Il est aussi permis de signaler l’incompétence ou les fautes graves d’une personne à son supérieur, si elle ne s’acquitte pas correctement de sa tâche – que ce soit par incompétence, déviation, négligence ou autres raisons – afin qu’il prenne les mesures nécessaires : remplacement, rappel à l’ordre, etc.
5. Le cinquième cas : mentionner les vices ou les innovations de celui qui les commet ouvertement, comme celui qui boit du vin en public, vole les gens, impose des taxes illégales ou exerce la tyrannie. Il est permis de mentionner ses fautes évidentes, sans en inventer d’autres, sauf nécessité religieuse prouvée.
6. Le sixième cas : désigner quelqu’un par un signe distinctif lorsqu’il n’y a pas d’autre moyen pour l’identifier, comme dire : le borgne, le boiteux, le sourd, le muet, etc. Cela est permis tant que ce n’est pas fait avec moquerie ou dérision. Il est néanmoins préférable d’utiliser un autre moyen d’identification si possible.
Ces six situations ont été mentionnées par les savants, qui sont pour la majorité unanimes à leur sujet. Elles s’appuient sur des hadiths authentiques bien connus.” Fin de citation.

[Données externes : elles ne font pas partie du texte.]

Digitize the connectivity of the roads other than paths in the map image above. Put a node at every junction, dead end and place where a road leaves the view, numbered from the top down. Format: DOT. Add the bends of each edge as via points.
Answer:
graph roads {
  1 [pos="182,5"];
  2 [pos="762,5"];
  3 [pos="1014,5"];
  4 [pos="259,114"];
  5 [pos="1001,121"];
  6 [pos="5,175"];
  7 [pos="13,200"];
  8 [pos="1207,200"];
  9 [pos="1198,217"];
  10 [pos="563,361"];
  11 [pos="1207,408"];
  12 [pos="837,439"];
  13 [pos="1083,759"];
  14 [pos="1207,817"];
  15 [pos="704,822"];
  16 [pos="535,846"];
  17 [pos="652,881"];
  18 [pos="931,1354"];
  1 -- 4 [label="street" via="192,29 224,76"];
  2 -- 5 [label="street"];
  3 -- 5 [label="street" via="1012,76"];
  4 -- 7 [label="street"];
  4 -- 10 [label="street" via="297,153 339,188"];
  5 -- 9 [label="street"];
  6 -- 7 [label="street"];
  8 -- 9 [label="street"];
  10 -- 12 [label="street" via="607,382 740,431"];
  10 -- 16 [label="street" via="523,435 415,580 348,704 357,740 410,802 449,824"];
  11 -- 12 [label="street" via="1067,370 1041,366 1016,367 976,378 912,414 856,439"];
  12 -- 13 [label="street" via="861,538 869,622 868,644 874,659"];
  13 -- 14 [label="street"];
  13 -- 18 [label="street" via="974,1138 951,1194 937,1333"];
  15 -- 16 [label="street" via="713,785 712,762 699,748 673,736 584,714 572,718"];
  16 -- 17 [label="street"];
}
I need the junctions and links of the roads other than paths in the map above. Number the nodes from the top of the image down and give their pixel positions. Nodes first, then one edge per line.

Pour revenir à votre cas, si le péché est répété, connu, et que la personne ne se repent pas, il devient alors permis, voire obligatoire dans certains cas, d’en parler à quelqu’un qui peut agir pour y mettre fin, comme les parents, à condition que cela respecte certaines règles.

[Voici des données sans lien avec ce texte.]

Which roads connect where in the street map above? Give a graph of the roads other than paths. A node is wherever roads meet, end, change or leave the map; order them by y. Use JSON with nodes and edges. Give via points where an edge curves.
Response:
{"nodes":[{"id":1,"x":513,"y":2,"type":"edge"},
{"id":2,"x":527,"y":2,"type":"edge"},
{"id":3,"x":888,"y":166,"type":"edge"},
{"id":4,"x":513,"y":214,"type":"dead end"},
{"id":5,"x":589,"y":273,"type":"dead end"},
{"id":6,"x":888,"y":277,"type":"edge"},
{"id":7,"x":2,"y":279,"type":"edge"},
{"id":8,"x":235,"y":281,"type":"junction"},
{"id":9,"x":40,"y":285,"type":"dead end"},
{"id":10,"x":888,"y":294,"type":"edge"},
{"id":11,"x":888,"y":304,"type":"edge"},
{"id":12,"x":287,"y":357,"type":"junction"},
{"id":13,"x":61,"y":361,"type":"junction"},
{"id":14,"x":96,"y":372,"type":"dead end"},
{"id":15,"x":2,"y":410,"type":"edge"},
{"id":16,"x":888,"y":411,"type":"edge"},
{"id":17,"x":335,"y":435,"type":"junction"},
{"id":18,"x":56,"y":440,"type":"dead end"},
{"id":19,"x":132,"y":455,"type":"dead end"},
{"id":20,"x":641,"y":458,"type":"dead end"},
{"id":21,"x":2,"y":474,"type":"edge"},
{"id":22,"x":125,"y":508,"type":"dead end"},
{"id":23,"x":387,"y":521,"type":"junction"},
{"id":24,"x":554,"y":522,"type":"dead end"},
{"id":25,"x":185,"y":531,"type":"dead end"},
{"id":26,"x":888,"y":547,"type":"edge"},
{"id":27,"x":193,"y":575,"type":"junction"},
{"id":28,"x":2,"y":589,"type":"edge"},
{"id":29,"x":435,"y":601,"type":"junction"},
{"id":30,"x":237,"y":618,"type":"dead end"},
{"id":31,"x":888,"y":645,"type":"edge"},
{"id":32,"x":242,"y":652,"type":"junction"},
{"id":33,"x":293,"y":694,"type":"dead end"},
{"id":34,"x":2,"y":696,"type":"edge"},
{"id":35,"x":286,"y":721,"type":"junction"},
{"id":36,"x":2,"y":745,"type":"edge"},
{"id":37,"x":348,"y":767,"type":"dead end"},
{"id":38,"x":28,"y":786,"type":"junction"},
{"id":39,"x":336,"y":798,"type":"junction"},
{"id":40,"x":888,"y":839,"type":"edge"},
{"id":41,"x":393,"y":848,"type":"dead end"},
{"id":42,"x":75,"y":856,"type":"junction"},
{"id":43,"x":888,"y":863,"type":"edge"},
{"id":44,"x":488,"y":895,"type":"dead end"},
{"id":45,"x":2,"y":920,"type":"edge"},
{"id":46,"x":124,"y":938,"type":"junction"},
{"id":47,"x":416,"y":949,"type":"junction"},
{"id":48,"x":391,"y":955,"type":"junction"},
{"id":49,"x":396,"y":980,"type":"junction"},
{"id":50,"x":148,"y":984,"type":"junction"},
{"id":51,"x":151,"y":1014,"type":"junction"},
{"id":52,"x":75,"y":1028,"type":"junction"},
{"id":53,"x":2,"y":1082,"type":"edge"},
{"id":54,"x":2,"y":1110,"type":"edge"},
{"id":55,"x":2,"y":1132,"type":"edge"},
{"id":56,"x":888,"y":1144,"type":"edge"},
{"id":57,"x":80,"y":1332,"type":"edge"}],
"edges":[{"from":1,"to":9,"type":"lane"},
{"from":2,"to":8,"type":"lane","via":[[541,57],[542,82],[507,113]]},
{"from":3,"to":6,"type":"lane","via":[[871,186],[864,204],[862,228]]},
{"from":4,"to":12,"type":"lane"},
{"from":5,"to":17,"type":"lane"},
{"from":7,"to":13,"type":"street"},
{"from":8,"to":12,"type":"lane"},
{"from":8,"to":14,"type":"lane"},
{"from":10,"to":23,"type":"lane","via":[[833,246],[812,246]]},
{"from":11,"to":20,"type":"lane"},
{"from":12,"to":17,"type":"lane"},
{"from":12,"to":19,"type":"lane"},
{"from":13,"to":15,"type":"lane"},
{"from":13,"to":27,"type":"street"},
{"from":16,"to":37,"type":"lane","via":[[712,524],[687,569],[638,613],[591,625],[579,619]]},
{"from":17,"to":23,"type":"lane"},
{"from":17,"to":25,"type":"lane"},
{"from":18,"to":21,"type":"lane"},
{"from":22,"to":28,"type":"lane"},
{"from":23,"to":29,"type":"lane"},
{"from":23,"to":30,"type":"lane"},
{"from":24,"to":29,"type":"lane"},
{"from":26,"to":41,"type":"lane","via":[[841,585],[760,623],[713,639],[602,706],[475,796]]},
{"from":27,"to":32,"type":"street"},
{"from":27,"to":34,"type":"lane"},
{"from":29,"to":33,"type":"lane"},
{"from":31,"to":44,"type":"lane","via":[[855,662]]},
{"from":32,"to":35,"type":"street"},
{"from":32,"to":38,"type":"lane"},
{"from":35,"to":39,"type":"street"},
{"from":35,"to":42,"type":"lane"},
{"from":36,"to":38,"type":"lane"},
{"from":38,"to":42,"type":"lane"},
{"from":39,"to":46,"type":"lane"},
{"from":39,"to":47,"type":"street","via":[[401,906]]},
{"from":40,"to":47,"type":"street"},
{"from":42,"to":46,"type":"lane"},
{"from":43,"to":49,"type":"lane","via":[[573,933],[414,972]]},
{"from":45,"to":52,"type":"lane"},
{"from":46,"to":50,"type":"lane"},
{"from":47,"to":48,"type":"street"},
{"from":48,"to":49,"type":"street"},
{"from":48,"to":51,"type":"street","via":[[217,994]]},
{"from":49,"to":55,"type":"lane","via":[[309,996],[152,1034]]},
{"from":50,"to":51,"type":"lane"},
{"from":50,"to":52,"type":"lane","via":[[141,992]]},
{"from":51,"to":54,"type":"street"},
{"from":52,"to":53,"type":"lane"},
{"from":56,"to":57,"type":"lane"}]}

1- Si le péché est persistant, et que vous avez déjà tenté de conseiller gentiment votre sœur sans effet.
2- Si les parents sont capables d’intervenir avec sagesse, sans causer plus de tort.
3- Si l’intention est pure : chercher la réforme et non pas la vengeance ou le dénigrement.

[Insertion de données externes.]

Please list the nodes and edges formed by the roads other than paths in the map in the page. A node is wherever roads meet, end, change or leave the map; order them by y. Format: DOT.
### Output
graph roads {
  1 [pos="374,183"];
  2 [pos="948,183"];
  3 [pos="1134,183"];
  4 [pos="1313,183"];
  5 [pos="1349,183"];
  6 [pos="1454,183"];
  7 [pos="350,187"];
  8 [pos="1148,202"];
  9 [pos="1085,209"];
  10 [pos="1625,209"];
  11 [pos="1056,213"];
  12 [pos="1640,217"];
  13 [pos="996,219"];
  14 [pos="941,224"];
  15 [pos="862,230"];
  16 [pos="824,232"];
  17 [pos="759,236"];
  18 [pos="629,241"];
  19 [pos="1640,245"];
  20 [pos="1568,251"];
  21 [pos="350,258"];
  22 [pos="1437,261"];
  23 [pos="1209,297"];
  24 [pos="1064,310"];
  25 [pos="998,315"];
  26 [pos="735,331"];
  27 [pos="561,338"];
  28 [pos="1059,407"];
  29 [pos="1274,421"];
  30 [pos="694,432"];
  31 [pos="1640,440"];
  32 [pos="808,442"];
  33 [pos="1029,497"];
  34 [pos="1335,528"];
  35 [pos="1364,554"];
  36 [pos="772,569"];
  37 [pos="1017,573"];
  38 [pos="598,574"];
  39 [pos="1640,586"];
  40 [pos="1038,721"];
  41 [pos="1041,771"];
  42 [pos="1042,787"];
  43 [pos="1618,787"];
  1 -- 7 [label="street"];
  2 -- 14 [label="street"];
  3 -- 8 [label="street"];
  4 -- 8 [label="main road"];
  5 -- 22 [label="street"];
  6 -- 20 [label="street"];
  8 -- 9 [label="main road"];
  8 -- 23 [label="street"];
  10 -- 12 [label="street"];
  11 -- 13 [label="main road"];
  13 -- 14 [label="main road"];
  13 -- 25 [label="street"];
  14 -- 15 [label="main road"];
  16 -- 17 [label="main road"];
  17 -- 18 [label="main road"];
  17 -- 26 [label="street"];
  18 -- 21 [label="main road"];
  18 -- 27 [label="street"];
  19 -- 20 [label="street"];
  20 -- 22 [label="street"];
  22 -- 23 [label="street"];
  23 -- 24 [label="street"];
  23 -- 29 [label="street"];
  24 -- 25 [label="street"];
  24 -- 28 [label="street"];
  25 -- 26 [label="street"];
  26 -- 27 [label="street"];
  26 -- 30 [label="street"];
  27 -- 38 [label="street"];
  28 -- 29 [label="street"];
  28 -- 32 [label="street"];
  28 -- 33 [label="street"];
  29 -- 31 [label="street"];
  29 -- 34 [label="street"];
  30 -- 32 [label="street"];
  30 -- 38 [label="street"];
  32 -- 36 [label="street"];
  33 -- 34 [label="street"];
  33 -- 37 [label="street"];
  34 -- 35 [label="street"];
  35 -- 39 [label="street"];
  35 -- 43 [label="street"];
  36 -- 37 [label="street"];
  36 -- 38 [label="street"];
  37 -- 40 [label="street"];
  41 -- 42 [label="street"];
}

4- Si le silence entraîne un mal plus grand, pour votre sœur ou pour d’autres.
Dans ce cas, il est permis d’informer les parents, comme le mentionne An-Nawawî رحمه الله, qui a dit : “La médisance est permise pour atteindre un objectif légitime, comme avertir contre un mal, obtenir justice, ou corriger une erreur.” (Sharḥ Sahīḥ Mouslim, 18/118).
En revanche, il ne sera pas autorisé d’en parler si c’est par simple envie de colporter ou par colère, ou si cela cause plus de mal que de bien. Il ne faut pas non plus exagérer ou ajouter d’informations non confirmées.
Dans ce cadre, il est bon de rappeler que le musulman est responsable de ses frères et sœurs en religion, et qu’il doit ordonner le bien et interdire le mal, comme Allah ﷻ l’a dit dans le Coran :
كُنتُمْ خَيْرَ أُمَّةٍ أُخْرِجَتْ لِلنَّاسِ تَأْمُرُونَ بِالْمَعْرُوفِ وَتَنْهَوْنَ عَنِ الْمُنكَرِ وَتُؤْمِنُونَ بِاللَّهِ
(Sourate Âl ‘Imrân, verset 110)
{ Vous êtes la meilleure communauté qu’on ait fait surgir pour les gens : vous ordonnez le convenable, interdisez le blâmable, et vous croyez en Allah. }
Et Allah ﷻ dit également :
وَالْمُؤْمِنُونَ وَالْمُؤْمِنَاتُ بَعْضُهُمْ أَوْلِيَاءُ بَعْضٍ ۚ يَأْمُرُونَ بِالْمَعْرُوفِ وَيَنْهَوْنَ عَنِ الْمُنكَرِ
(Sourate At-Tawbah, verset 71)
{ Les croyants et les croyantes sont alliés les uns des autres. Ils ordonnent le bien, interdisent le mal… }
Ainsi, prévenir ses parents peut entrer dans ce cadre si l’on cherche sincèrement à corriger la situation et non à blâmer injustement. Mais cela doit se faire avec sagesse, discrétion et proportion, en évaluant s’il y aura un réel bénéfice et aucun préjudice plus grand.
Avant d’en parler aux parents, tentez de raisonner votre sœur en privé, avec douceur, compassion et en invoquant la crainte d’Allah. Dites-lui que si elle persiste, vous serez contrainte d’en parler à vos parents par devoir religieux, non par envie de l’humilier.
Qu’Allah vous accorde clairvoyance, douceur et sagesse, et qu’Il guide votre sœur vers le repentir et la droiture.
Toutefois, Allah ﷻ est Le plus savant.